In 2015, customer experience (CX) rose to the No. 1 priority for business and technology leaders. In 2016, it will be among the top 10 critical success factors determining who will win and who will fail in the age of the customer. And for good reason: Better customer experience correlates with stronger revenue growth. But this is only true when competitors provide meaningful differences in the experiences they offer and unsatisfied customers have the freedom to jump ship when treated poorly. So in order to reap the benefits that better CX can provide, in 2016, companies will need to get down to the real business of not only providing good experiences but also breaking away from the pack with meaningful internal operational changes.

This won’t be easy, because success in the age of the customer requires shifting to a customer-obsessed operating model that puts customers at the center of all strategic decision-making. In 2016, leaders will tackle the challenge of making this shift; laggards will underestimate the magnitude and speed of change required and will instead push forward with uncoordinated digital efforts and flawed business priorities.

One critical success factor will be the personalization of interactions and experiences, not just offers and messages. Customers will reward companies that anticipate their needs at an individual level and punish those that have to clumsily relearn basic customer details at each encounter. But as companies push toward personalization, they will discover the limitations of their legacy technology more frequently and dramatically. As a result, in 2016, we predict that:

  • Companies will be limited to fixing stepping stones along the customer journey. Years of uncoordinated technology purchases will come home to roost, hamstringing big CX innovation efforts. In 2016, we’ll see glimmers of success — Wells Fargo personalizing its ATMs and Expedia saving travel searches across devices — but short of rebuilding their technology stack, companies won’t be unifying the end-to-end customer journey anytime soon.
  • CX high points will accentuate potholes in the experience. At the same time that new technologies, like Aloft Hotels’ robot butler, provide whiz-bang capabilities in some areas, disjointed legacy technologies will drag down other parts of the experience. And for many shortsighted companies, enhancing their front-end digital experiences to keep up with industry trends will only complicate their back-end technology picture further. To overcome the limitations of point solutions, companies serious about transforming their CX will put their money where their mouth is, like United Airlines did when it spent two years re-engineering its digital platforms to create a single source of truth for real-time travel information for passengers and staff.

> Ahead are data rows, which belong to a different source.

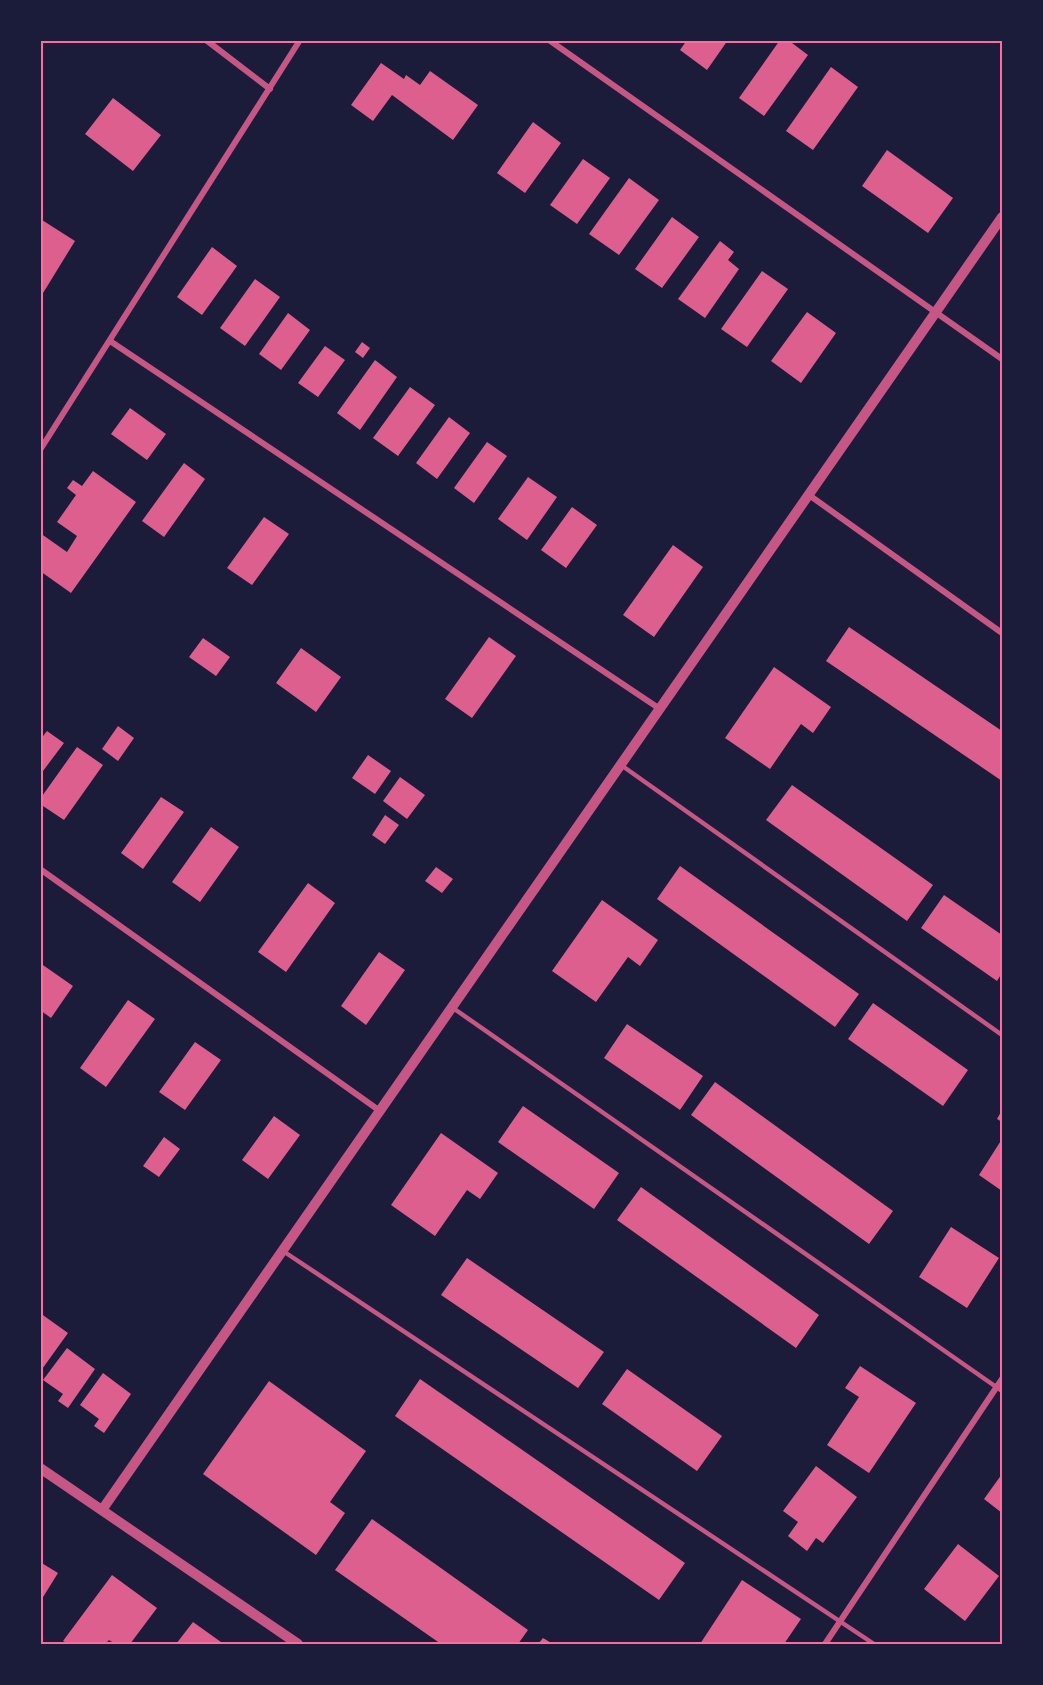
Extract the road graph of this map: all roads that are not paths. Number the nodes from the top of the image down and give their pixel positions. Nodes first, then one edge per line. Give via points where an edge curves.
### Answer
1 (206, 40) edge
2 (300, 40) edge
3 (549, 40) edge
4 (270, 89) junction
5 (1002, 217) edge
6 (936, 312) junction
7 (110, 341) junction
8 (1002, 359) edge
9 (40, 450) edge
10 (809, 495) junction
11 (1002, 633) edge
12 (660, 709) junction
13 (621, 765) junction
14 (40, 869) edge
15 (452, 1008) junction
16 (1002, 1035) edge
17 (380, 1111) junction
18 (283, 1251) junction
19 (1002, 1378) edge
20 (1000, 1389) edge
21 (40, 1468) edge
22 (102, 1509) junction
23 (841, 1622) junction
24 (298, 1644) edge
25 (825, 1644) edge
26 (874, 1644) edge

1 - 4 street
2 - 4 street
3 - 6 street
4 - 7 street
5 - 6 street
6 - 8 street
6 - 10 street
7 - 9 street
7 - 12 street
10 - 11 street
10 - 12 street
12 - 13 street
13 - 15 street
13 - 16 lane
14 - 17 street
15 - 17 street
15 - 20 lane
17 - 18 street
18 - 22 street
18 - 23 lane
19 - 20 street
20 - 23 street
21 - 22 street
22 - 24 street
23 - 25 street
23 - 26 lane

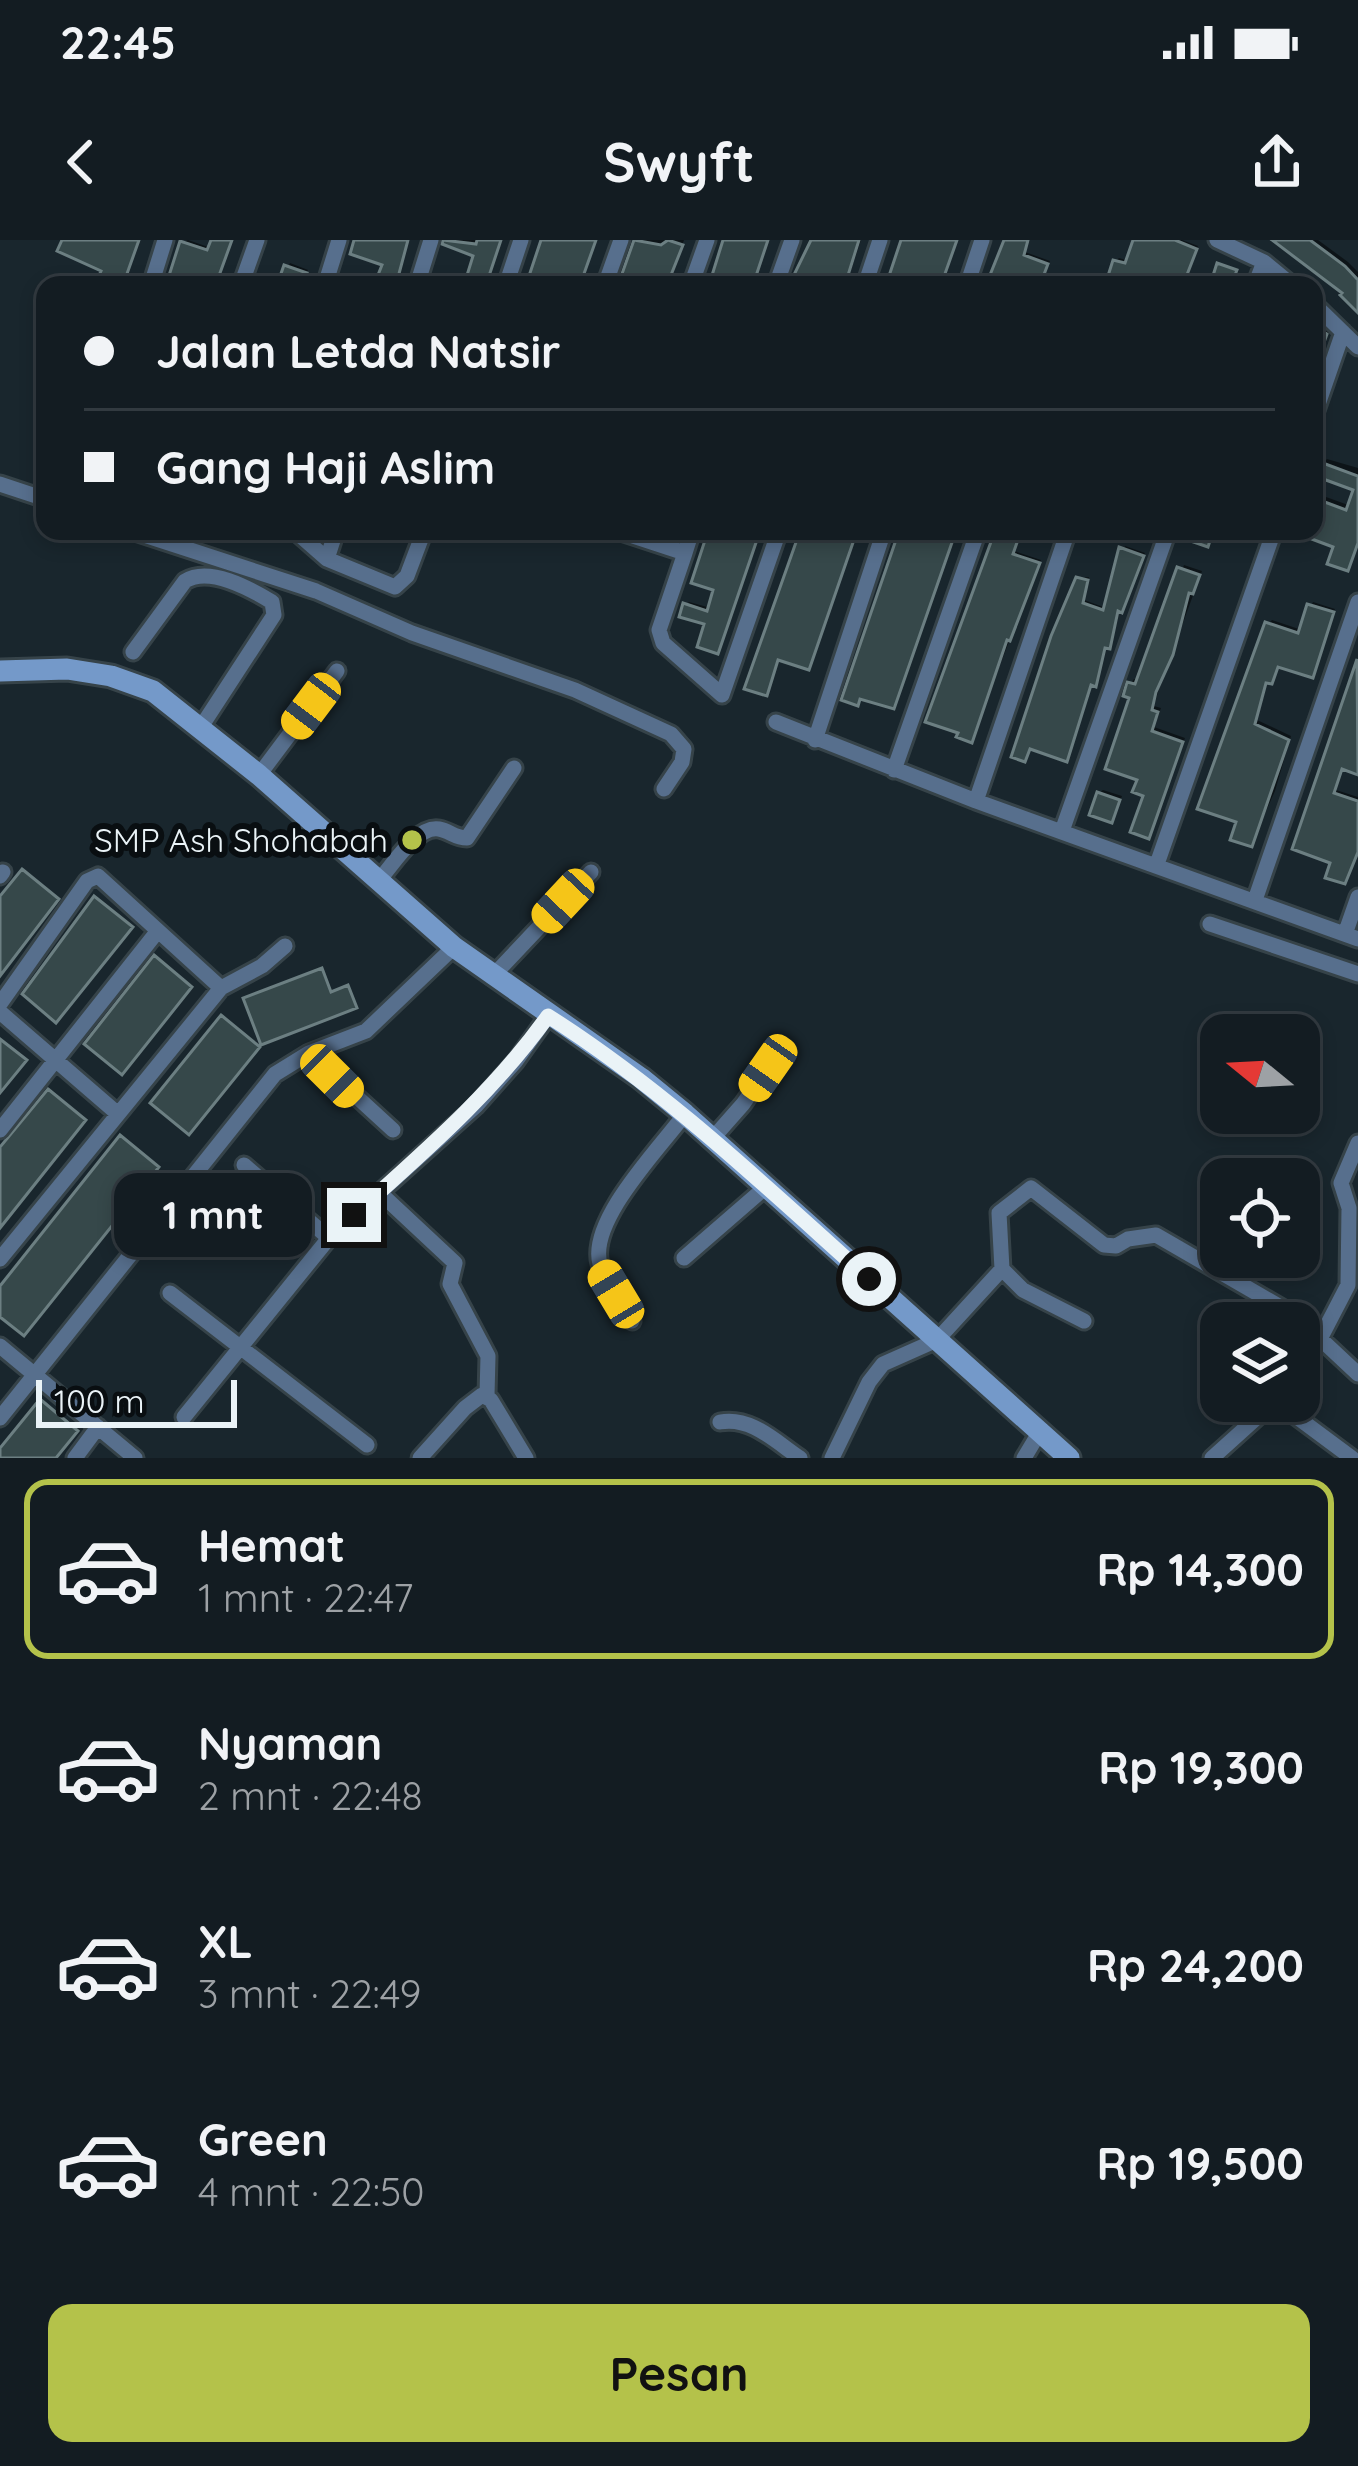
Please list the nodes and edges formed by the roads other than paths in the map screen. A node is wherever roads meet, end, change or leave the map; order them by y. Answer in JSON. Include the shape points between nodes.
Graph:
{"nodes":[{"id":1,"x":164,"y":240,"type":"edge"},
{"id":2,"x":257,"y":240,"type":"edge"},
{"id":3,"x":339,"y":240,"type":"edge"},
{"id":4,"x":431,"y":240,"type":"edge"},
{"id":5,"x":521,"y":240,"type":"edge"},
{"id":6,"x":621,"y":240,"type":"edge"},
{"id":7,"x":707,"y":240,"type":"edge"},
{"id":8,"x":792,"y":240,"type":"edge"},
{"id":9,"x":880,"y":240,"type":"edge"},
{"id":10,"x":982,"y":240,"type":"edge"},
{"id":11,"x":1217,"y":240,"type":"edge"},
{"id":12,"x":1264,"y":262,"type":"junction"},
{"id":13,"x":154,"y":276,"type":"edge"},
{"id":14,"x":244,"y":276,"type":"edge"},
{"id":15,"x":328,"y":276,"type":"edge"},
{"id":16,"x":420,"y":276,"type":"edge"},
{"id":17,"x":509,"y":276,"type":"edge"},
{"id":18,"x":608,"y":276,"type":"edge"},
{"id":19,"x":695,"y":276,"type":"edge"},
{"id":20,"x":779,"y":276,"type":"edge"},
{"id":21,"x":868,"y":276,"type":"edge"},
{"id":22,"x":970,"y":276,"type":"edge"},
{"id":23,"x":1259,"y":276,"type":"edge"},
{"id":24,"x":1281,"y":276,"type":"edge"},
{"id":25,"x":1323,"y":313,"type":"edge"},
{"id":26,"x":1343,"y":332,"type":"junction"},
{"id":27,"x":1358,"y":347,"type":"edge"},
{"id":28,"x":1323,"y":390,"type":"edge"},
{"id":29,"x":0,"y":484,"type":"edge"},
{"id":30,"x":36,"y":496,"type":"edge"},
{"id":31,"x":160,"y":540,"type":"edge"},
{"id":32,"x":305,"y":540,"type":"edge"},
{"id":33,"x":333,"y":540,"type":"edge"},
{"id":34,"x":421,"y":540,"type":"edge"},
{"id":35,"x":645,"y":540,"type":"edge"},
{"id":36,"x":689,"y":540,"type":"edge"},
{"id":37,"x":776,"y":540,"type":"edge"},
{"id":38,"x":881,"y":540,"type":"edge"},
{"id":39,"x":975,"y":540,"type":"edge"},
{"id":40,"x":1066,"y":540,"type":"edge"},
{"id":41,"x":1165,"y":540,"type":"edge"},
{"id":42,"x":1271,"y":540,"type":"edge"},
{"id":43,"x":685,"y":553,"type":"junction"},
{"id":44,"x":327,"y":559,"type":"junction"},
{"id":45,"x":1357,"y":611,"type":"edge"},
{"id":46,"x":133,"y":652,"type":"dead end"},
{"id":47,"x":0,"y":671,"type":"edge"},
{"id":48,"x":337,"y":671,"type":"dead end"},
{"id":49,"x":776,"y":722,"type":"dead end"},
{"id":50,"x":201,"y":727,"type":"junction"},
{"id":51,"x":814,"y":740,"type":"junction"},
{"id":52,"x":514,"y":768,"type":"dead end"},
{"id":53,"x":894,"y":770,"type":"junction"},
{"id":54,"x":259,"y":776,"type":"junction"},
{"id":55,"x":664,"y":789,"type":"dead end"},
{"id":56,"x":976,"y":802,"type":"junction"},
{"id":57,"x":1062,"y":831,"type":"junction"},
{"id":58,"x":1156,"y":864,"type":"junction"},
{"id":59,"x":591,"y":872,"type":"dead end"},
{"id":60,"x":379,"y":880,"type":"junction"},
{"id":61,"x":1358,"y":897,"type":"edge"},
{"id":62,"x":1255,"y":900,"type":"junction"},
{"id":63,"x":1210,"y":923,"type":"dead end"},
{"id":64,"x":157,"y":932,"type":"junction"},
{"id":65,"x":1352,"y":936,"type":"edge"},
{"id":66,"x":286,"y":946,"type":"dead end"},
{"id":67,"x":454,"y":947,"type":"junction"},
{"id":68,"x":1358,"y":974,"type":"edge"},
{"id":69,"x":492,"y":976,"type":"junction"},
{"id":70,"x":221,"y":988,"type":"junction"},
{"id":71,"x":0,"y":1008,"type":"edge"},
{"id":72,"x":548,"y":1016,"type":"junction"},
{"id":73,"x":781,"y":1049,"type":"dead end"},
{"id":74,"x":309,"y":1053,"type":"junction"},
{"id":75,"x":56,"y":1061,"type":"junction"},
{"id":76,"x":118,"y":1114,"type":"junction"},
{"id":77,"x":685,"y":1114,"type":"junction"},
{"id":78,"x":0,"y":1130,"type":"edge"},
{"id":79,"x":393,"y":1130,"type":"dead end"},
{"id":80,"x":713,"y":1138,"type":"junction"},
{"id":81,"x":1356,"y":1152,"type":"edge"},
{"id":82,"x":244,"y":1165,"type":"dead end"},
{"id":83,"x":767,"y":1186,"type":"junction"},
{"id":84,"x":379,"y":1192,"type":"junction"},
{"id":85,"x":328,"y":1238,"type":"junction"},
{"id":86,"x":685,"y":1258,"type":"dead end"},
{"id":87,"x":0,"y":1259,"type":"edge"},
{"id":88,"x":1002,"y":1269,"type":"junction"},
{"id":89,"x":170,"y":1293,"type":"dead end"},
{"id":90,"x":632,"y":1321,"type":"dead end"},
{"id":91,"x":1084,"y":1322,"type":"dead end"},
{"id":92,"x":1321,"y":1337,"type":"junction"},
{"id":93,"x":937,"y":1340,"type":"junction"},
{"id":94,"x":0,"y":1346,"type":"edge"},
{"id":95,"x":241,"y":1348,"type":"junction"},
{"id":96,"x":36,"y":1373,"type":"junction"},
{"id":97,"x":1358,"y":1374,"type":"edge"},
{"id":98,"x":487,"y":1395,"type":"junction"},
{"id":99,"x":184,"y":1417,"type":"dead end"},
{"id":100,"x":0,"y":1418,"type":"edge"},
{"id":101,"x":720,"y":1422,"type":"dead end"},
{"id":102,"x":98,"y":1427,"type":"junction"},
{"id":103,"x":1039,"y":1433,"type":"junction"},
{"id":104,"x":367,"y":1445,"type":"dead end"},
{"id":105,"x":1354,"y":1456,"type":"edge"},
{"id":106,"x":75,"y":1458,"type":"edge"},
{"id":107,"x":135,"y":1458,"type":"edge"},
{"id":108,"x":420,"y":1458,"type":"edge"},
{"id":109,"x":526,"y":1458,"type":"edge"},
{"id":110,"x":800,"y":1458,"type":"edge"},
{"id":111,"x":832,"y":1458,"type":"edge"},
{"id":112,"x":1024,"y":1458,"type":"edge"},
{"id":113,"x":1069,"y":1458,"type":"edge"},
{"id":114,"x":1212,"y":1458,"type":"edge"}],
"edges":[{"from":1,"to":13,"type":"street"},
{"from":2,"to":14,"type":"street"},
{"from":3,"to":15,"type":"street"},
{"from":4,"to":16,"type":"street"},
{"from":5,"to":17,"type":"street"},
{"from":6,"to":18,"type":"street"},
{"from":7,"to":19,"type":"street"},
{"from":8,"to":20,"type":"street"},
{"from":9,"to":21,"type":"street"},
{"from":10,"to":22,"type":"street"},
{"from":11,"to":12,"type":"street"},
{"from":12,"to":23,"type":"street"},
{"from":12,"to":24,"type":"street"},
{"from":25,"to":26,"type":"street"},
{"from":26,"to":27,"type":"street"},
{"from":26,"to":28,"type":"street"},
{"from":29,"to":30,"type":"street"},
{"from":31,"to":55,"type":"street","via":[[316,591],[670,734],[684,749]]},
{"from":32,"to":44,"type":"street"},
{"from":33,"to":44,"type":"street"},
{"from":34,"to":44,"type":"street","via":[[395,586]]},
{"from":35,"to":43,"type":"street"},
{"from":36,"to":43,"type":"street"},
{"from":37,"to":43,"type":"street","via":[[722,695],[663,643],[659,630]]},
{"from":38,"to":51,"type":"street"},
{"from":39,"to":53,"type":"street"},
{"from":40,"to":56,"type":"street"},
{"from":41,"to":57,"type":"street"},
{"from":42,"to":58,"type":"street"},
{"from":45,"to":62,"type":"street"},
{"from":46,"to":50,"type":"street","via":[[197,574],[272,602],[274,615]]},
{"from":47,"to":50,"type":"main road","via":[[111,676],[152,692]]},
{"from":48,"to":54,"type":"street"},
{"from":49,"to":51,"type":"street"},
{"from":50,"to":54,"type":"main road"},
{"from":51,"to":53,"type":"street"},
{"from":52,"to":60,"type":"street","via":[[467,838],[423,832]]},
{"from":53,"to":56,"type":"street"},
{"from":54,"to":60,"type":"main road"},
{"from":56,"to":57,"type":"street"},
{"from":57,"to":58,"type":"street"},
{"from":58,"to":62,"type":"street"},
{"from":59,"to":69,"type":"street"},
{"from":60,"to":67,"type":"main road"},
{"from":61,"to":65,"type":"street"},
{"from":62,"to":65,"type":"street"},
{"from":63,"to":68,"type":"street"},
{"from":64,"to":70,"type":"street"},
{"from":64,"to":71,"type":"street","via":[[109,883],[92,877]]},
{"from":64,"to":75,"type":"street"},
{"from":66,"to":70,"type":"street"},
{"from":67,"to":69,"type":"main road"},
{"from":67,"to":74,"type":"street","via":[[379,1023]]},
{"from":69,"to":72,"type":"main road"},
{"from":70,"to":76,"type":"street"},
{"from":71,"to":75,"type":"street"},
{"from":72,"to":77,"type":"main road"},
{"from":72,"to":84,"type":"street","via":[[476,1106]]},
{"from":73,"to":80,"type":"street"},
{"from":74,"to":79,"type":"street"},
{"from":74,"to":96,"type":"street","via":[[260,1089]]},
{"from":75,"to":76,"type":"street"},
{"from":75,"to":78,"type":"street"},
{"from":76,"to":87,"type":"street"},
{"from":77,"to":80,"type":"main road"},
{"from":77,"to":90,"type":"street","via":[[604,1222],[601,1268]]},
{"from":80,"to":83,"type":"main road"},
{"from":81,"to":92,"type":"street","via":[[1341,1183],[1349,1208],[1348,1285]]},
{"from":82,"to":85,"type":"street"},
{"from":83,"to":86,"type":"street"},
{"from":83,"to":93,"type":"main road"},
{"from":84,"to":85,"type":"street"},
{"from":84,"to":98,"type":"street","via":[[455,1264],[450,1284],[488,1356]]},
{"from":85,"to":95,"type":"street"},
{"from":88,"to":91,"type":"street","via":[[1023,1290]]},
{"from":88,"to":92,"type":"street","via":[[999,1213],[1030,1188],[1104,1245],[1156,1235]]},
{"from":88,"to":93,"type":"street"},
{"from":89,"to":95,"type":"street"},
{"from":92,"to":97,"type":"street"},
{"from":93,"to":103,"type":"main road"},
{"from":93,"to":111,"type":"street","via":[[884,1364]]},
{"from":94,"to":96,"type":"street"},
{"from":95,"to":99,"type":"street"},
{"from":95,"to":104,"type":"street"},
{"from":96,"to":100,"type":"street"},
{"from":96,"to":102,"type":"street"},
{"from":98,"to":108,"type":"street"},
{"from":98,"to":109,"type":"street"},
{"from":101,"to":110,"type":"street","via":[[748,1423]]},
{"from":102,"to":106,"type":"street"},
{"from":102,"to":107,"type":"street"},
{"from":103,"to":112,"type":"street"},
{"from":103,"to":113,"type":"main road"},
{"from":105,"to":114,"type":"street","via":[[1272,1404]]}]}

Leaders will further distance themselves by learning to operate at the speed of disruptors, shedding cumbersome annual processes for agile ones. Savvy CX pros will get onboard, opting for faster and more practical methods for customer research, measurement, and innovation that won’t break the bank. In 2016, we expect to see:

  • Crowdsourcing fueling CX innovation efforts. Intensified competition from upstarts, coupled with customers’ rapidly rising expectations and compressed cycle times, places growing pressure on incumbents to innovate or risk being left behind. Under this backdrop, we’re seeing a flood of innovation through crowdsourcing from industry, like MyStarbucksIdea, to government, with the Transportation Security Agency’s challenge to design the next generation of PreCheck lines.Taking it a step further, we’ll see savvy CX pros copy organizations like Intuit, Scottrade, and the Consumer Financial Protection Bureau and turn the spotlight inward to drive innovation from employees across their business.
  • New CX measurement tools complementing surveys’ shortcomings. To complement their slow and costly survey programs, this year we’ll see companies invest in tools that promise to deliver faster, deeper customer insights. For example, InMoment’s Active Listening tool analyzes comments as customers type them into online forms to capture richer feedback. JetBlue monitors social media conversations to gather feedback on the quality of its Fly-Fi service faster than surveys possibly could. And with the proliferation of mobile apps, we expect to see more companies investing in location-aware in-app feedback to boost their CX insights.